(Records provided Opens)

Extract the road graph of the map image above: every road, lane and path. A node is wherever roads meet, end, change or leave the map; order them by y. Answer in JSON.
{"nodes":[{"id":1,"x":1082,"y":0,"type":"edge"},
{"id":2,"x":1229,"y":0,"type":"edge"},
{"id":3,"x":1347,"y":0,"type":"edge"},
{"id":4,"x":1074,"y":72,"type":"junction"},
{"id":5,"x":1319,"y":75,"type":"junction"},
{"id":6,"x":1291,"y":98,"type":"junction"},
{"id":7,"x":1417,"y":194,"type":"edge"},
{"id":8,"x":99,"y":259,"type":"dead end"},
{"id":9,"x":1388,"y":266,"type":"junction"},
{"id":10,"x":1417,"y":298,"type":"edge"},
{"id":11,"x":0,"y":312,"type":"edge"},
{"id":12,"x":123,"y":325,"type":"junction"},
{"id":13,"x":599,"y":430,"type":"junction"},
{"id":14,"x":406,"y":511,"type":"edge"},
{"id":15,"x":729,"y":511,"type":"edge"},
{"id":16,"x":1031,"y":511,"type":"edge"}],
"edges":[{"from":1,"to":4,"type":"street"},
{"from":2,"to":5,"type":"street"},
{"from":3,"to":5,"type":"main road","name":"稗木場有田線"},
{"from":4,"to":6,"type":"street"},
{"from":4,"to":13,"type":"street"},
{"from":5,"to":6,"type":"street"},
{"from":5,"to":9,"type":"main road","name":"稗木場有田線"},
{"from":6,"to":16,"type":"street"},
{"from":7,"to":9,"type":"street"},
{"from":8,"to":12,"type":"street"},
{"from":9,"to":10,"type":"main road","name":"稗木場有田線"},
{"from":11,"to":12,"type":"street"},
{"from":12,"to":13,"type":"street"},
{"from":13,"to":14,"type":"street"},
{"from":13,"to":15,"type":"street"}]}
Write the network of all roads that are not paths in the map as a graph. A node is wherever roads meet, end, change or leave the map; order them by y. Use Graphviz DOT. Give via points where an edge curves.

(Records provided Closes)
(Records provided Opens)

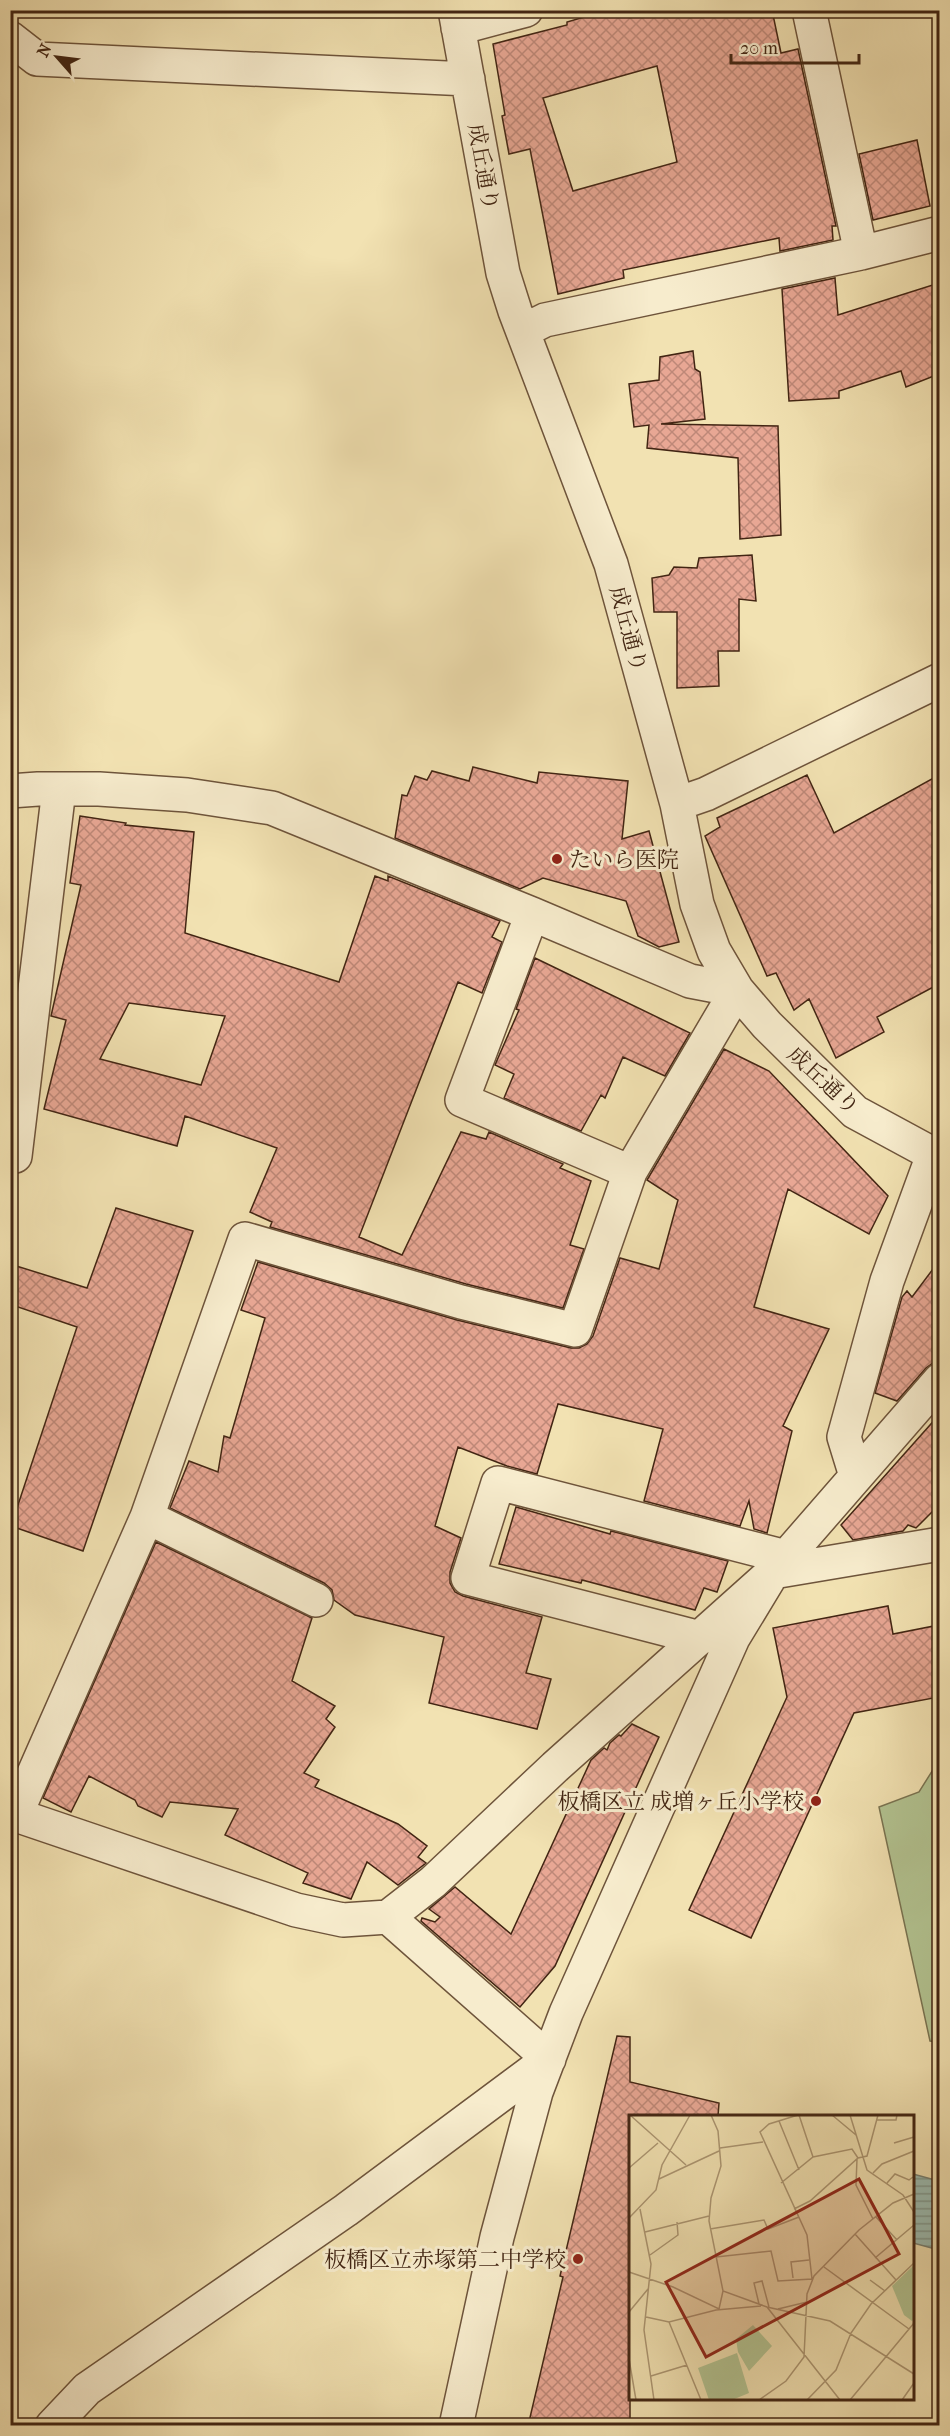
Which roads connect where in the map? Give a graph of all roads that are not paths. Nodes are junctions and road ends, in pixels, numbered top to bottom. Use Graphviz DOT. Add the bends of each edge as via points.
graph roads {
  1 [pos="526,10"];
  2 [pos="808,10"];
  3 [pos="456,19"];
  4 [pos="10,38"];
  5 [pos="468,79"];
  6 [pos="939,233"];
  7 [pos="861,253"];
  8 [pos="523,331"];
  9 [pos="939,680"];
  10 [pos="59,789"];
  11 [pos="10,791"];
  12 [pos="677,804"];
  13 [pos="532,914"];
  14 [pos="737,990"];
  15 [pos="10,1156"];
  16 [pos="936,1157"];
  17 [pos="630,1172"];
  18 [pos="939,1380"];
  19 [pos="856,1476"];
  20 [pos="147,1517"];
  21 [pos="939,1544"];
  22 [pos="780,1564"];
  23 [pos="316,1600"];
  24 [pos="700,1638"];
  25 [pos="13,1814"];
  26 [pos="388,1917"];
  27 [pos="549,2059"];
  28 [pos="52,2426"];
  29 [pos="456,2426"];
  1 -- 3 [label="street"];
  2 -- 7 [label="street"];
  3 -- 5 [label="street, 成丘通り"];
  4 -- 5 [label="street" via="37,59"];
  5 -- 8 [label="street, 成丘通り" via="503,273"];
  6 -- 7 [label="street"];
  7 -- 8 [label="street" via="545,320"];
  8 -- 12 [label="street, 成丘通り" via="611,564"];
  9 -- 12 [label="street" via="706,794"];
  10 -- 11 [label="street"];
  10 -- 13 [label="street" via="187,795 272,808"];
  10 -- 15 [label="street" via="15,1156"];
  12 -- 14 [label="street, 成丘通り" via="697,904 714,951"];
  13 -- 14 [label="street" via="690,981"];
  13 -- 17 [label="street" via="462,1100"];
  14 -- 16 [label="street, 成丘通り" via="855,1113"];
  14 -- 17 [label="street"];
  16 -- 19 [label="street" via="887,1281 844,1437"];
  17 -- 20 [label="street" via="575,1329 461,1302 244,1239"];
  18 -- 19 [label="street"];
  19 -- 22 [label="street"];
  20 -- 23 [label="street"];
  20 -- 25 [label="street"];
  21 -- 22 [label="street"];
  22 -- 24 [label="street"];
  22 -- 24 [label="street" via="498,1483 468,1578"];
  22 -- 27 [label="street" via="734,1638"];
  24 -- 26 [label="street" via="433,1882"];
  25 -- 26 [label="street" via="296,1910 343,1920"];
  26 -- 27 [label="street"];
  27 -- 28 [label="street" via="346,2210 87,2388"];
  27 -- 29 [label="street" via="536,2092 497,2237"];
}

(Records provided Closes)

= What is being asked =
Above are records; repeat only the lines starting at the line with "Extract the road" and ending at the line with "Write the network", exactly as they appear, both included.

= Solution for this problem =
Extract the road graph of the map image above: every road, lane and path. A node is wherever roads meet, end, change or leave the map; order them by y. Answer in JSON.
{"nodes":[{"id":1,"x":1082,"y":0,"type":"edge"},
{"id":2,"x":1229,"y":0,"type":"edge"},
{"id":3,"x":1347,"y":0,"type":"edge"},
{"id":4,"x":1074,"y":72,"type":"junction"},
{"id":5,"x":1319,"y":75,"type":"junction"},
{"id":6,"x":1291,"y":98,"type":"junction"},
{"id":7,"x":1417,"y":194,"type":"edge"},
{"id":8,"x":99,"y":259,"type":"dead end"},
{"id":9,"x":1388,"y":266,"type":"junction"},
{"id":10,"x":1417,"y":298,"type":"edge"},
{"id":11,"x":0,"y":312,"type":"edge"},
{"id":12,"x":123,"y":325,"type":"junction"},
{"id":13,"x":599,"y":430,"type":"junction"},
{"id":14,"x":406,"y":511,"type":"edge"},
{"id":15,"x":729,"y":511,"type":"edge"},
{"id":16,"x":1031,"y":511,"type":"edge"}],
"edges":[{"from":1,"to":4,"type":"street"},
{"from":2,"to":5,"type":"street"},
{"from":3,"to":5,"type":"main road","name":"稗木場有田線"},
{"from":4,"to":6,"type":"street"},
{"from":4,"to":13,"type":"street"},
{"from":5,"to":6,"type":"street"},
{"from":5,"to":9,"type":"main road","name":"稗木場有田線"},
{"from":6,"to":16,"type":"street"},
{"from":7,"to":9,"type":"street"},
{"from":8,"to":12,"type":"street"},
{"from":9,"to":10,"type":"main road","name":"稗木場有田線"},
{"from":11,"to":12,"type":"street"},
{"from":12,"to":13,"type":"street"},
{"from":13,"to":14,"type":"street"},
{"from":13,"to":15,"type":"street"}]}
Write the network of all roads that are not paths in the map as a graph. A node is wherever roads meet, end, change or leave the map; order them by y. Use Graphviz DOT. Give via points where an edge curves.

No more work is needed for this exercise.